> **AIM OF THE TASK**: Go through the data and copy every line in which "roads" appears.

> **RECORDS SUPPLIED**:
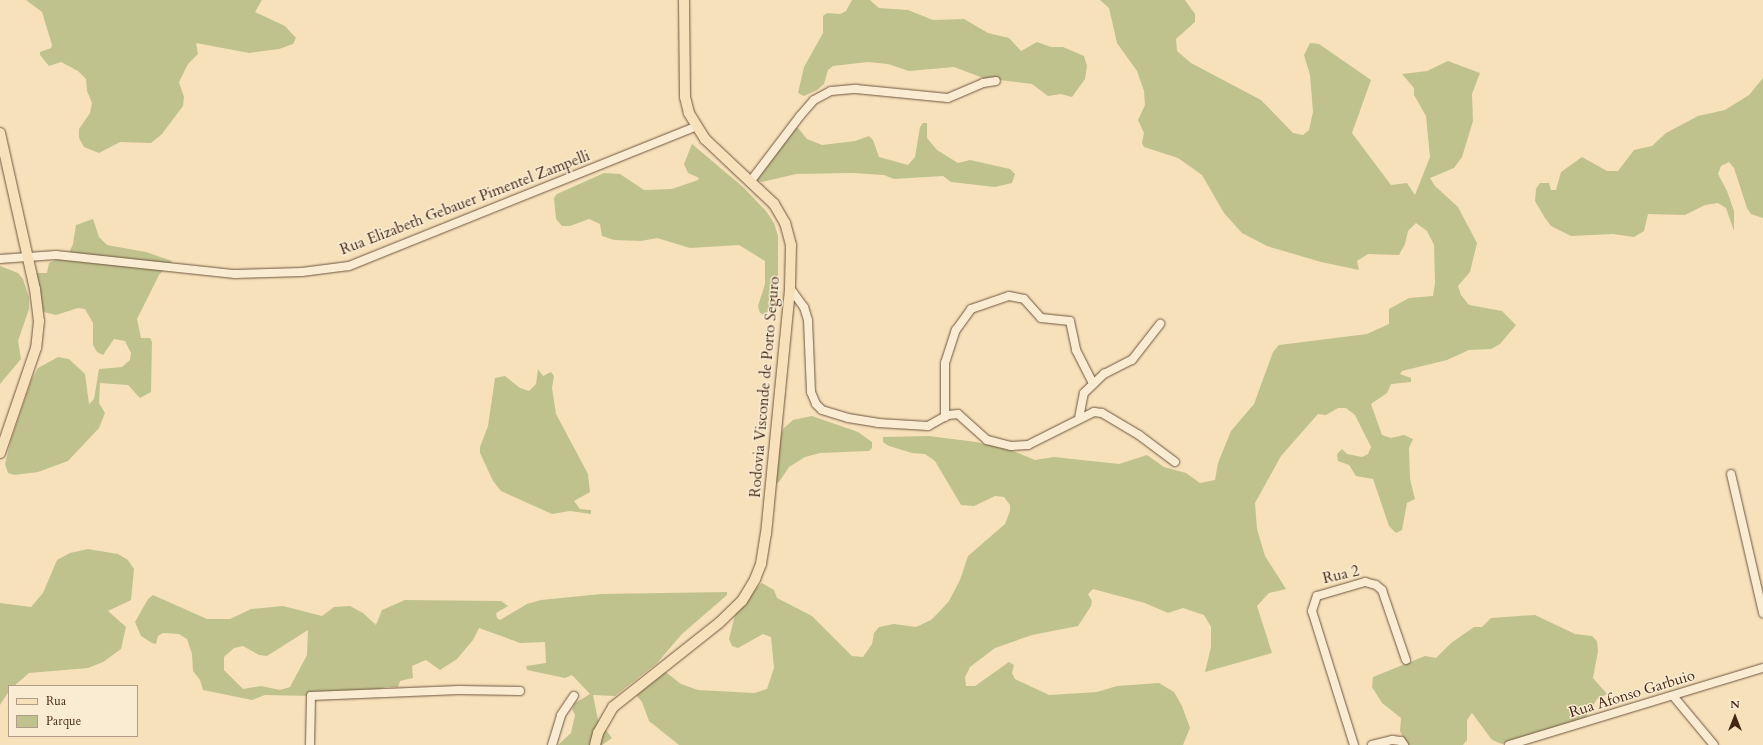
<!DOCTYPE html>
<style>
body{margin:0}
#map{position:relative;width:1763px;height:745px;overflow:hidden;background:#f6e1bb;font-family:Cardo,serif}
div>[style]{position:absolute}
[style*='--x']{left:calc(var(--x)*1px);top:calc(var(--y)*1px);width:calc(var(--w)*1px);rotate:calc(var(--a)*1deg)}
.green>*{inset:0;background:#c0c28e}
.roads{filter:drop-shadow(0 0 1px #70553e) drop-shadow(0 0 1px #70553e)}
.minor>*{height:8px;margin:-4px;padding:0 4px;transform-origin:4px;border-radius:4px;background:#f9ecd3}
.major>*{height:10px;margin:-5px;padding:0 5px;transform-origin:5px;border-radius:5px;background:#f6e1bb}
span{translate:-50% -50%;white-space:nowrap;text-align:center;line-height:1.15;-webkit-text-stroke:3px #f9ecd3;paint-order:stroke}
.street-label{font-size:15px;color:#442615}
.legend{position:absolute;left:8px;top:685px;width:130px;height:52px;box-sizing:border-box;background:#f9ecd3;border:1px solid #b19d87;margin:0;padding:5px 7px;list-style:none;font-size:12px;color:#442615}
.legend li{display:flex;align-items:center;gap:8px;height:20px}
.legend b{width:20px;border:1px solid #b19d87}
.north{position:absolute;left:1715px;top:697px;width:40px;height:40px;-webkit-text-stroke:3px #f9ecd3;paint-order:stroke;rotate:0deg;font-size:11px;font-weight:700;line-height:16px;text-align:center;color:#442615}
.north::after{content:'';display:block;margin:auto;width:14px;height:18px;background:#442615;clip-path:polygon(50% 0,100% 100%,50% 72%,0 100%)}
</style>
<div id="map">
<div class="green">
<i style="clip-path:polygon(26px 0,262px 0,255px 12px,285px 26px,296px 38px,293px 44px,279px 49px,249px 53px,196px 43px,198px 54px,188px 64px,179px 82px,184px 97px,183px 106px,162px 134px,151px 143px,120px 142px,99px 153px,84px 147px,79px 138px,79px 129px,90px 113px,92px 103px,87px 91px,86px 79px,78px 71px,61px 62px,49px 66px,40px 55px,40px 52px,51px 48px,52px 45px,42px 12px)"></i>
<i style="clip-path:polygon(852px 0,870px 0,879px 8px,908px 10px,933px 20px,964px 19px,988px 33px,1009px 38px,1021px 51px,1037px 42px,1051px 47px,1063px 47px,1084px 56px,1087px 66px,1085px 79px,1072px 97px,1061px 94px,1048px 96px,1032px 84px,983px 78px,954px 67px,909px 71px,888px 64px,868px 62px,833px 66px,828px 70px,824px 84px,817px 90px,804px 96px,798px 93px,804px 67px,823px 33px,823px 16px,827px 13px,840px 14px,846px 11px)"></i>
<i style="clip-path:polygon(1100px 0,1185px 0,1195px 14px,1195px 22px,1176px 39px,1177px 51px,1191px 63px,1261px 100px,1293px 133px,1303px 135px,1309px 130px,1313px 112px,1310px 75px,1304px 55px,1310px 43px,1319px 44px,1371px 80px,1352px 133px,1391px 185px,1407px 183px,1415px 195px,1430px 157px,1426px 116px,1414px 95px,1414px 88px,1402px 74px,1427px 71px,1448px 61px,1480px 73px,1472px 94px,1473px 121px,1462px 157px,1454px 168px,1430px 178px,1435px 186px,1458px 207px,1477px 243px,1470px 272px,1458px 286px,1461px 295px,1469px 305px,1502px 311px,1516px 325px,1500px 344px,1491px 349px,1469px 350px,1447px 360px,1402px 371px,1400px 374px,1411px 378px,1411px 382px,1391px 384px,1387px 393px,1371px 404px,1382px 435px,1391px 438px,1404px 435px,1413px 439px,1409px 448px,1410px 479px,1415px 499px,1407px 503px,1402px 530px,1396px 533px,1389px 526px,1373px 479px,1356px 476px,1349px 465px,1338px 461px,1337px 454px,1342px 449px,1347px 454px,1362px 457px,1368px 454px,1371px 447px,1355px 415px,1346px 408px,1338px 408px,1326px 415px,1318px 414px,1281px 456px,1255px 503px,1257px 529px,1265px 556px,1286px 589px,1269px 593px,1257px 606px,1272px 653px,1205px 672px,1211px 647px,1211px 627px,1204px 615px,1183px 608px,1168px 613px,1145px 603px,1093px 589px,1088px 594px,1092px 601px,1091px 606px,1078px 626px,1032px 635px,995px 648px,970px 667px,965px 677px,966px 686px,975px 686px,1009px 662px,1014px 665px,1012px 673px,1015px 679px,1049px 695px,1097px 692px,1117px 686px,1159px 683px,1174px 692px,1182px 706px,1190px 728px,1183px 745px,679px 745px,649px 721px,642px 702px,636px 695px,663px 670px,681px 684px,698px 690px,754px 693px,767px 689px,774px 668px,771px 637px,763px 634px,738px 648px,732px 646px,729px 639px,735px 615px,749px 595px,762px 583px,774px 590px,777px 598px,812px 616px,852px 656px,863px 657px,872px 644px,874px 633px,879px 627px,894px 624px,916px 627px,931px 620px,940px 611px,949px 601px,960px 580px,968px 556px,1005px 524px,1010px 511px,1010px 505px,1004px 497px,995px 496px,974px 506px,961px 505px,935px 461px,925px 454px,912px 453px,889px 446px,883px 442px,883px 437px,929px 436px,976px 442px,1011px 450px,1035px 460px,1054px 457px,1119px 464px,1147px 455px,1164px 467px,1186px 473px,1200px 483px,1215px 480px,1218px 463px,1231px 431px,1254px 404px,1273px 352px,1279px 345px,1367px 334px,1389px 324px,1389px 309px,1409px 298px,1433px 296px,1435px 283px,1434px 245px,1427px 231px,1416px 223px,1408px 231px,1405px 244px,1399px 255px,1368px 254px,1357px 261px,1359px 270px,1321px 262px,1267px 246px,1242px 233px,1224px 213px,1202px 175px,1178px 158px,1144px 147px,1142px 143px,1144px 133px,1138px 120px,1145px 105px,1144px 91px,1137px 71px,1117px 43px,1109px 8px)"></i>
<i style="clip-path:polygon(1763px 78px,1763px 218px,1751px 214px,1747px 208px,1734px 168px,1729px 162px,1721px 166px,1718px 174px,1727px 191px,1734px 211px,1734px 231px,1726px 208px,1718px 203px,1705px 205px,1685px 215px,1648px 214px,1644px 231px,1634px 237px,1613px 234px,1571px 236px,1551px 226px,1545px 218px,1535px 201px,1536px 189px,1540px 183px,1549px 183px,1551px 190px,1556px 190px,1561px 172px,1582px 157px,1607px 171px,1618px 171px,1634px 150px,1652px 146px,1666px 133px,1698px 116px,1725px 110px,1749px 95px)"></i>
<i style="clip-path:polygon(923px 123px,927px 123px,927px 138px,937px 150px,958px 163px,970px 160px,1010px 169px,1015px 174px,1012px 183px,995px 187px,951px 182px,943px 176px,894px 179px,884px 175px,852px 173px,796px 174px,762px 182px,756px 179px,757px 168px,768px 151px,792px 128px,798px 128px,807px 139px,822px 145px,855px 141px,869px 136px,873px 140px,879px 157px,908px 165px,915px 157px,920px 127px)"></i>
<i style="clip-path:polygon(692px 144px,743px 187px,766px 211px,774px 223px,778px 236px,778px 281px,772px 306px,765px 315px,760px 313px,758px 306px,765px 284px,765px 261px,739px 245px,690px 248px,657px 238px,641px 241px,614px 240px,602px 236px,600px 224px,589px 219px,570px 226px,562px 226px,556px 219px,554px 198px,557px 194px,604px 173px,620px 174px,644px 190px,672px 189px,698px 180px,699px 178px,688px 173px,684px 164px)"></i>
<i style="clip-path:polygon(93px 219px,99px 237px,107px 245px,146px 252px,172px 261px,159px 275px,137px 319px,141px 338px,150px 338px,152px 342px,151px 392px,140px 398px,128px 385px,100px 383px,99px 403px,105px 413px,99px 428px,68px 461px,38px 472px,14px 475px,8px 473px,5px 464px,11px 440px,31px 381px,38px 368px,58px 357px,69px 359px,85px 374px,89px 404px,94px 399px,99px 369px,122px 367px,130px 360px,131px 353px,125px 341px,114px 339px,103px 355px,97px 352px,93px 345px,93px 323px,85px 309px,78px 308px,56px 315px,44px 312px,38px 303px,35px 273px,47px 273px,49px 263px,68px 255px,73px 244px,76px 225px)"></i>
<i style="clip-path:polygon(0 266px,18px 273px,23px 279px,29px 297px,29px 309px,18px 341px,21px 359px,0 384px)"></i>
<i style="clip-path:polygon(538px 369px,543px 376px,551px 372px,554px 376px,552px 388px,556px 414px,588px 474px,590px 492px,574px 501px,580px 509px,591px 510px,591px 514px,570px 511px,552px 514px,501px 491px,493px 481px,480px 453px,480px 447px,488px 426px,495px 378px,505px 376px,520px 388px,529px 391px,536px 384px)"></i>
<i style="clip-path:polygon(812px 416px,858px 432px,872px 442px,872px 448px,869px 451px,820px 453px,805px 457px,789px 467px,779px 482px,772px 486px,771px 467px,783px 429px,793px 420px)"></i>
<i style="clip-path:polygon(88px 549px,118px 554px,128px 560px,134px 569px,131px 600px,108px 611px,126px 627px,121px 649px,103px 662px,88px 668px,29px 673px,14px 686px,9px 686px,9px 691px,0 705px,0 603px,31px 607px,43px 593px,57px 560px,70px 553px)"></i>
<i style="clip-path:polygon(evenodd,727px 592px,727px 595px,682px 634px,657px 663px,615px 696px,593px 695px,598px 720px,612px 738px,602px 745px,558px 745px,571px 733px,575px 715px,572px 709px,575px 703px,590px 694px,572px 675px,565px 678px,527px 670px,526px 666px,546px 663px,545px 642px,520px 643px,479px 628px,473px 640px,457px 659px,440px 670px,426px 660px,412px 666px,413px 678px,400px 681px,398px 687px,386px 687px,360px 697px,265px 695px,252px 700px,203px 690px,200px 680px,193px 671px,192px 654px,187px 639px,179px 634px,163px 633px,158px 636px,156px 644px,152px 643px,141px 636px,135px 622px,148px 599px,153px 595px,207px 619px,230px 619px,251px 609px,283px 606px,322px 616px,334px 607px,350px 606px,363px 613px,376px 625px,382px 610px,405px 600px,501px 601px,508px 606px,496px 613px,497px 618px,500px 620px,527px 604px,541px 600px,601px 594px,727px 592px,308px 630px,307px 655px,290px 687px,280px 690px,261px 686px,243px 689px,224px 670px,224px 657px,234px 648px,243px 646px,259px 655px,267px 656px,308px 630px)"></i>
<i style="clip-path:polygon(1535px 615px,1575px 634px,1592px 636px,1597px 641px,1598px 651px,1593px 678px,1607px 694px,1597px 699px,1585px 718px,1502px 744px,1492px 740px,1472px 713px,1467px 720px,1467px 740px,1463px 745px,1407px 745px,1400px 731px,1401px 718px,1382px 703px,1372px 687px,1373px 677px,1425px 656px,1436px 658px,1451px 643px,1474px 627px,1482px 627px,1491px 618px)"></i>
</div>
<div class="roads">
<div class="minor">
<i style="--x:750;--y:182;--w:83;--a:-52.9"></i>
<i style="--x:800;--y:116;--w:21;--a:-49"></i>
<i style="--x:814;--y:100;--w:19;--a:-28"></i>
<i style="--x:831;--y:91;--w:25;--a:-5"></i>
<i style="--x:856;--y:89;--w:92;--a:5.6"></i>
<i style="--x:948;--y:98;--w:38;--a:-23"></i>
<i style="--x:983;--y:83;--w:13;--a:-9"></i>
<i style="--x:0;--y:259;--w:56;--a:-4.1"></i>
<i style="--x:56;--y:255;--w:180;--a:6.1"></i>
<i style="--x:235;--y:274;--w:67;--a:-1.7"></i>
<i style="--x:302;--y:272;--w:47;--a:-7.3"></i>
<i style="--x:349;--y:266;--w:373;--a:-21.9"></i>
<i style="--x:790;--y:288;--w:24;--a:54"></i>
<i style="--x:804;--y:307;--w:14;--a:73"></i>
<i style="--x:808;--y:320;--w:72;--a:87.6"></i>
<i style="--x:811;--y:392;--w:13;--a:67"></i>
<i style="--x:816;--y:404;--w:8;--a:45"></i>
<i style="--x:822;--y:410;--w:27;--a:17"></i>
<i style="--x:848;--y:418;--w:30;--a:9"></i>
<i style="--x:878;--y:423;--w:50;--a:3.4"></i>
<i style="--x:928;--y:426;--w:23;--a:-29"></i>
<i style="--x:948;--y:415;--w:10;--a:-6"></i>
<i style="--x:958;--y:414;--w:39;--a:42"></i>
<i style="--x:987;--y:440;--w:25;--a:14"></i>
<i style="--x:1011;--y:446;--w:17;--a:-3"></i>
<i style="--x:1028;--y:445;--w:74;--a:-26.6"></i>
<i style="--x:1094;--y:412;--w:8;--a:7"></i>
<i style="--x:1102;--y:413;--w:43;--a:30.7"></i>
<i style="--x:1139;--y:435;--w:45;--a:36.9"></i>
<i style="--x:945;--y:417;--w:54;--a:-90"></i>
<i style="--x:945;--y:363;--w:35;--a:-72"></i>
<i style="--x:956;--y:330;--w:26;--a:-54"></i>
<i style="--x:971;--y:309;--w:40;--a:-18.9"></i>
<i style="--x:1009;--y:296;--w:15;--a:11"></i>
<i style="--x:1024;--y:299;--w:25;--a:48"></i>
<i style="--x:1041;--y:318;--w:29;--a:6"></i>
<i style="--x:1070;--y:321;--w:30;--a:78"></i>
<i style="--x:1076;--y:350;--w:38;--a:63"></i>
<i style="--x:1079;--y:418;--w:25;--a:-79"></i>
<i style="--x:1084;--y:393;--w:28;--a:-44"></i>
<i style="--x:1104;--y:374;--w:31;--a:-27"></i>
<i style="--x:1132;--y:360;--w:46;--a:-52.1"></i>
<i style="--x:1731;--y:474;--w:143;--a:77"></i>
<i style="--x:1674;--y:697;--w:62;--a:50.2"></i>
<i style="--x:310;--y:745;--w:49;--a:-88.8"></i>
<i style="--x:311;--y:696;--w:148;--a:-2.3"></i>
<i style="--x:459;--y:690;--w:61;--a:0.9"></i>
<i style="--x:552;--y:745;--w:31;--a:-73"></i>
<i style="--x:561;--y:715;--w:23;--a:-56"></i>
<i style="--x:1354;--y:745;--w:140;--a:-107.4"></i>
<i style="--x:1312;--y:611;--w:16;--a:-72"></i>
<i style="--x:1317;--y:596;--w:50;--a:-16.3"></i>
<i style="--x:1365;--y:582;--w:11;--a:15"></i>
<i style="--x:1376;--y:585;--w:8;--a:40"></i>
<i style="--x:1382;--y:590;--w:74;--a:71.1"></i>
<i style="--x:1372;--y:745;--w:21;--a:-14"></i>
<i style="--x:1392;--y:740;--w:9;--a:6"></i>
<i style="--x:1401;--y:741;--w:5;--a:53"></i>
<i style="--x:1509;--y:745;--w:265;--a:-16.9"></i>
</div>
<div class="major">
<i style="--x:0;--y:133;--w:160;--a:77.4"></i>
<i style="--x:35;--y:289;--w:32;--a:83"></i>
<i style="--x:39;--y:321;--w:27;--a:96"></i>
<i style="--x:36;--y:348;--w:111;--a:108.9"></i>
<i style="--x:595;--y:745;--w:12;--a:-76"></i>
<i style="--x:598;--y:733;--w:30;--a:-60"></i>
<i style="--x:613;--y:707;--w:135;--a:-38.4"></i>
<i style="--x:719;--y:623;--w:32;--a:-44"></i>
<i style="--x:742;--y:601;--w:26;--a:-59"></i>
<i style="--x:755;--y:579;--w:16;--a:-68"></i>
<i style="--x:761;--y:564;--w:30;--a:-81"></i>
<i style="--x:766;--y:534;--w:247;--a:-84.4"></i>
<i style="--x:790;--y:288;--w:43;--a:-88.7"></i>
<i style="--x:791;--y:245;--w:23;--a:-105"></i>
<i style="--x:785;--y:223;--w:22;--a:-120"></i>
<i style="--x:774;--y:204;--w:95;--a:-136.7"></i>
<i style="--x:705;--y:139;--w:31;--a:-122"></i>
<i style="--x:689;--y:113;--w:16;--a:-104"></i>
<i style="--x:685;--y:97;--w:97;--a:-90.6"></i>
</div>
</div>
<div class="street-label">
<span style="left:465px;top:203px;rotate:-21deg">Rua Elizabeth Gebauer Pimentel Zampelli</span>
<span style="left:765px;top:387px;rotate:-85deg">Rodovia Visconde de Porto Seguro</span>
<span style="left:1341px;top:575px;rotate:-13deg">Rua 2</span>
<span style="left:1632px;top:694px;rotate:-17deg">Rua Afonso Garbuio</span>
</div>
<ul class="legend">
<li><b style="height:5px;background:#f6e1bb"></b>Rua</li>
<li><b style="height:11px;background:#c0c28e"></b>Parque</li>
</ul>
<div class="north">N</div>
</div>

> **COMPLETED EXERCISE**:
.roads{filter:drop-shadow(0 0 1px #70553e) drop-shadow(0 0 1px #70553e)}
<div class="roads">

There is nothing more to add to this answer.